When the firing was over at January’s European marksmanship championships, Heidelberg senior Katelyn Bronell knew she had ended her four-year high school shooting career with a good score.

However, the Stars and Stripes marksman of the year for 2011 didn’t know whether it would be good enough to win her first European overall title.

“I was very nervous,” she recalled Thursday at her home range about the wait for the final scoring to end. “I kept telling myself, ‘No way, no way. This can’t be true.’ ”

The tension mounted as the coaches and judges minutely examined each of the silver-dollar-sized targets with bull’s-eyes smaller than the diameter of a pencil eraser.

“I dug around in our bag for broken binoculars, trying to spy on the judges’ stand,” said Bronell, the battalion commander of Heidelberg’s Junior ROTC unit. “My teammates were laughing at me.”

When the judges had finished, Bronell emerged as the individual overall champion, scoring 281 of a possible 300 points to edge Erin Redden of team champion Hohenfels by three points. Bronell, who posted the top standing score the previous year, tied for second this year with a 90-of-100 mark, and won the kneeling title outright with a 96.

None of which surprised Hohenfels coach Bruce Andrews, the man who coached Bronell during her first two years as a marksman and, according to Bronell, taught her everything she knows.

“She’s tough,” Andrews said by telephone recently. “She doesn’t look tough, but she is.”

As an example, Andrews cited last year’s championships.

“She had a difficult time in prone.
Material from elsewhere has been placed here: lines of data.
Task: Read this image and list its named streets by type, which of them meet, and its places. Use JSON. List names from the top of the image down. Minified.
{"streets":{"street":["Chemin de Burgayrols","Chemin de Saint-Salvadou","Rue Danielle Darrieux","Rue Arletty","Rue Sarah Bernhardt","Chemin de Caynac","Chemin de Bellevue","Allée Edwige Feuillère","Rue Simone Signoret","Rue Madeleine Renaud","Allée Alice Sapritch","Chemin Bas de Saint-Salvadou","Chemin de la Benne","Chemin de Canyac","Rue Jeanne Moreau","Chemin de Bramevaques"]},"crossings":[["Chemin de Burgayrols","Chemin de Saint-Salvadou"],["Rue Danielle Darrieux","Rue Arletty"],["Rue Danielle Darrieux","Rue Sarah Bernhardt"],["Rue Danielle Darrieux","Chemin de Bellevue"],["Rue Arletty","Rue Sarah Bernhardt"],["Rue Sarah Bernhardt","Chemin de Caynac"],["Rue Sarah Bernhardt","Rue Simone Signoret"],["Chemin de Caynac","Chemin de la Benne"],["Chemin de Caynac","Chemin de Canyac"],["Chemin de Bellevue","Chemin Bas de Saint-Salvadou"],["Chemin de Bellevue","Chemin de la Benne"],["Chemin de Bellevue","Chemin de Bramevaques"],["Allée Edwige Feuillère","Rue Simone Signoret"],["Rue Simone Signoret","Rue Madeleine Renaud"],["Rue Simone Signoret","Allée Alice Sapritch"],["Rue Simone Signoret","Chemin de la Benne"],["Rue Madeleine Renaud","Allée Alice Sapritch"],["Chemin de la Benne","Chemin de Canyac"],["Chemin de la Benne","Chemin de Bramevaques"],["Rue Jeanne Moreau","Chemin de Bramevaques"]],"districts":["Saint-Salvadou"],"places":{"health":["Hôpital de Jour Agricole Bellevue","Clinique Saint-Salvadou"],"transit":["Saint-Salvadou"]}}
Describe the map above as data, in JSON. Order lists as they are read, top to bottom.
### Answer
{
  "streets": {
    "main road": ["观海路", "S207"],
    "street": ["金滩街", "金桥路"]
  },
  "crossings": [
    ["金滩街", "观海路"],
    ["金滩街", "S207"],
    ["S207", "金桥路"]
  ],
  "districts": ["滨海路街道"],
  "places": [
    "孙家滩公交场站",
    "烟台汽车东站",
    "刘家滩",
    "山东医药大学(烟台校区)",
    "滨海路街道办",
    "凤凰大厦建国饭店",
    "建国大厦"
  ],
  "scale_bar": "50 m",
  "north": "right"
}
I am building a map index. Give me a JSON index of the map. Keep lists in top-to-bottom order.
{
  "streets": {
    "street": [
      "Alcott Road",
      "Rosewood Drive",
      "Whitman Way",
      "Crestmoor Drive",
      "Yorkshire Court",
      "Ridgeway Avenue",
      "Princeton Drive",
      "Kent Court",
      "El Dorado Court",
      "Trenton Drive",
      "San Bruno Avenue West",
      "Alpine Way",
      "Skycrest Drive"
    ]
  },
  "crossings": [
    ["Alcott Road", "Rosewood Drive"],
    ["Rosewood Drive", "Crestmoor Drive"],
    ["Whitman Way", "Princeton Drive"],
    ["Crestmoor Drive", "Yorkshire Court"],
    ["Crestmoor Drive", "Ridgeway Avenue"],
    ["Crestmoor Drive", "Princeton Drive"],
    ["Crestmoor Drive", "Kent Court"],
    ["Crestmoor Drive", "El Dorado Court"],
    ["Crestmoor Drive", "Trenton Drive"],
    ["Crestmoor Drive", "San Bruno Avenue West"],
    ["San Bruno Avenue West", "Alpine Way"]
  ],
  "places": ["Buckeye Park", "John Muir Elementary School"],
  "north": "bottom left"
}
That’s the first position we shoot. She made a mistake, but she had the guts and backbone to recover and post a good score in the standing.”

This year, Bronell fired a 95 in the prone position during the championship match at Baumholder High School, a score that placed her just out of the top finishers in that position.

Bronell said she was able to shoot well at Europeans because she regarded it as just another meet. That mind-set proved crucial.

“I was kind of anxious, but I kind of felt the same,” Bronell said. “In shooting, it’s a lot mental. You have to focus all attention on the fundamentals.”

Especially under the pressure of a season-ending, last-chance meet. According to Bronell’s current coach, Andrew King, his ace’s devotion to swimming helps her, despite the lost practice time on the shooting range.

“In rifle, you practically have to fall asleep before you shoot,” King said. “You have to slow your body down. Swimming allows her to relieve stress on the range.”

Also helping her shoot well is her gender, Bronell said.

“We have hips where we can rest our elbows,” said the 17-year-old, who expects to attend Marquette University on a ROTC scholarship next fall and hopes eventually to go to medical school. “Plus, guys have big shoulders. They have to slouch forward.”

For all that, though, Bronell said she had some difficulties this season, when additional duties as battalion commander and swim practice cut into her time for marksmanship.

“In shooting, you can be up and down,” King said of Bronell, who preceded her title-winning outing with a strong showing the previous week. “You can have a good Saturday and then a bad Saturday. She just had two excellent Saturdays in a row.”